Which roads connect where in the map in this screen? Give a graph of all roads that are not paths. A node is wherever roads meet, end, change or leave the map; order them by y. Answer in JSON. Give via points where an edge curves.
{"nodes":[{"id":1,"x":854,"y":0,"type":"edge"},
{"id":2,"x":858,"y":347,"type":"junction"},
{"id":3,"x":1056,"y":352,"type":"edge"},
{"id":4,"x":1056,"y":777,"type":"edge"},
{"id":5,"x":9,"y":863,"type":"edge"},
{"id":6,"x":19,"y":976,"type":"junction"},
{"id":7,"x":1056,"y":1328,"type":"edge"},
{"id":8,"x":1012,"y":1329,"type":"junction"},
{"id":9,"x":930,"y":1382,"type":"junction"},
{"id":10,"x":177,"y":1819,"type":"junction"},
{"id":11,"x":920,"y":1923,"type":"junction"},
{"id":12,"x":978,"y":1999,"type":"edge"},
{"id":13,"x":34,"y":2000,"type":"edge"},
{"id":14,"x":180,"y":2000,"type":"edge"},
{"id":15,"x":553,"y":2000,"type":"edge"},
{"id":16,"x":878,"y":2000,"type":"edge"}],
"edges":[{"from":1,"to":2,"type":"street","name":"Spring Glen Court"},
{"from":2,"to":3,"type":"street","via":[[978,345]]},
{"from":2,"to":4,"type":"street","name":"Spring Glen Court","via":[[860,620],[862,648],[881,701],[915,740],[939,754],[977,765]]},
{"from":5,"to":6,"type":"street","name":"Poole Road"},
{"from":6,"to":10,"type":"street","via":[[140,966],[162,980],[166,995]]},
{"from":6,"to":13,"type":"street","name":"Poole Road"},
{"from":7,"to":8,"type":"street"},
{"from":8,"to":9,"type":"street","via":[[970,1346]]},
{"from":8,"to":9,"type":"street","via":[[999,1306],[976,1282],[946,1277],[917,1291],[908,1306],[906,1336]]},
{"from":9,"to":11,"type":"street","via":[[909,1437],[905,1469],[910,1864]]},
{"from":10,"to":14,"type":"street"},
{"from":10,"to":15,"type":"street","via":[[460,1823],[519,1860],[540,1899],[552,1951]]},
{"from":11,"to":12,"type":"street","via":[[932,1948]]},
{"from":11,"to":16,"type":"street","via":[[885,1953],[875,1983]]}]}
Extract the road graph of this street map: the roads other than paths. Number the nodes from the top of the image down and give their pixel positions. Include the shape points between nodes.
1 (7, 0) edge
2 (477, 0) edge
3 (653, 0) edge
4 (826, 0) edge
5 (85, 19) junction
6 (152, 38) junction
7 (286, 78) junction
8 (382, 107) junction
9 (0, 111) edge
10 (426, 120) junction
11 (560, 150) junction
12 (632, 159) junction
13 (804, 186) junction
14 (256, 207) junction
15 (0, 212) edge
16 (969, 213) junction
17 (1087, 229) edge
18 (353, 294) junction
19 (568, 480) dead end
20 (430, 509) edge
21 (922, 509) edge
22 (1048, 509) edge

────────────────────────────────────────

» **TASK TO COMPLETE**
Please tally each line in the material above that contains "paths", and let the number be your entire reply.

» **WRITTEN RESPONSE**
2